What to do –
Images within the entries are to be omitted; the remainder must be reproduced exactly.

'''

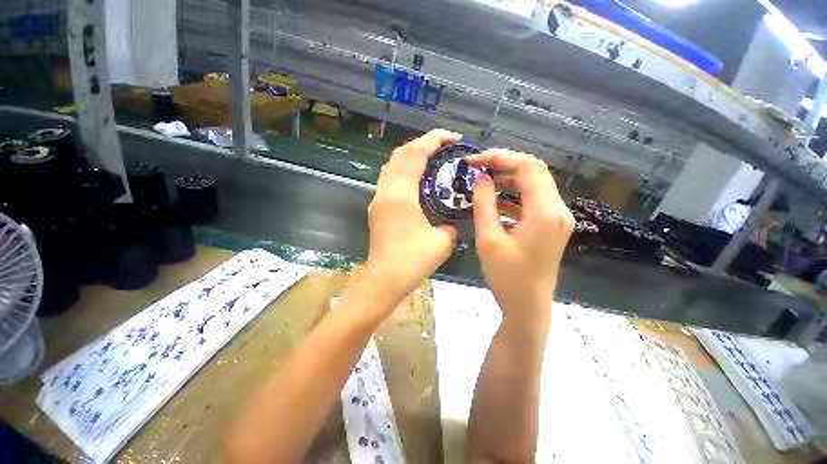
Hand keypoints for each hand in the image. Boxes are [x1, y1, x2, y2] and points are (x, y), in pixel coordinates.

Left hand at [364, 129, 460, 310]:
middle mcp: (386, 191)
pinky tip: (419, 181)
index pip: (415, 153)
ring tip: (432, 160)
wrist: (383, 280)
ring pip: (392, 165)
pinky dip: (405, 171)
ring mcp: (378, 199)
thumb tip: (452, 222)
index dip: (434, 139)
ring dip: (412, 156)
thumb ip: (451, 226)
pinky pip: (390, 179)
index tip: (454, 138)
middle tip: (444, 148)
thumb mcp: (442, 242)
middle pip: (400, 154)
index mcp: (401, 194)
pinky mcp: (378, 208)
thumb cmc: (411, 261)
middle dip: (423, 144)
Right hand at [469, 149, 573, 323]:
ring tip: (483, 181)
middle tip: (477, 167)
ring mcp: (556, 218)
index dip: (500, 157)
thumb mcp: (488, 239)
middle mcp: (557, 210)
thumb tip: (481, 178)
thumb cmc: (507, 277)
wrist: (527, 307)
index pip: (528, 167)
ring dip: (508, 179)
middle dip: (504, 164)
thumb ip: (484, 204)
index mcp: (545, 212)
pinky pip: (532, 201)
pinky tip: (495, 201)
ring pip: (534, 185)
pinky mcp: (550, 226)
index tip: (474, 161)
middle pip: (534, 171)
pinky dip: (513, 195)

'''

Output of the task –
Hand keypoints for each hand in the image. Boxes are [x1, y1, x2, y2] and points are (x, y), in pixel coordinates.

Left hand at [364, 129, 460, 310]:
middle mcp: (386, 191)
pinky tip: (419, 181)
index pip: (415, 153)
ring tip: (432, 160)
wrist: (383, 280)
ring pip: (392, 165)
pinky dip: (405, 171)
ring mcp: (378, 199)
thumb tip: (452, 222)
index dip: (434, 139)
ring dip: (412, 156)
thumb ip: (451, 226)
pinky pip: (390, 179)
index tip: (454, 138)
middle tip: (444, 148)
thumb mcp: (442, 242)
middle pip: (400, 154)
index mcp: (401, 194)
pinky mcp: (378, 208)
thumb cmc: (411, 261)
middle dip: (423, 144)
Right hand at [469, 149, 573, 323]:
ring tip: (483, 181)
middle tip: (477, 167)
ring mcp: (556, 218)
index dip: (500, 157)
thumb mcp: (488, 239)
middle mcp: (557, 210)
thumb tip: (481, 178)
thumb cmc: (507, 277)
wrist: (527, 307)
index pip: (528, 167)
ring dip: (508, 179)
middle dip: (504, 164)
thumb ip: (484, 204)
index mcp: (545, 212)
pinky pip: (532, 201)
pinky tip: (495, 201)
ring pip: (534, 185)
pinky mcp: (550, 226)
index tip: (474, 161)
middle pip: (534, 171)
pinky dip: (513, 195)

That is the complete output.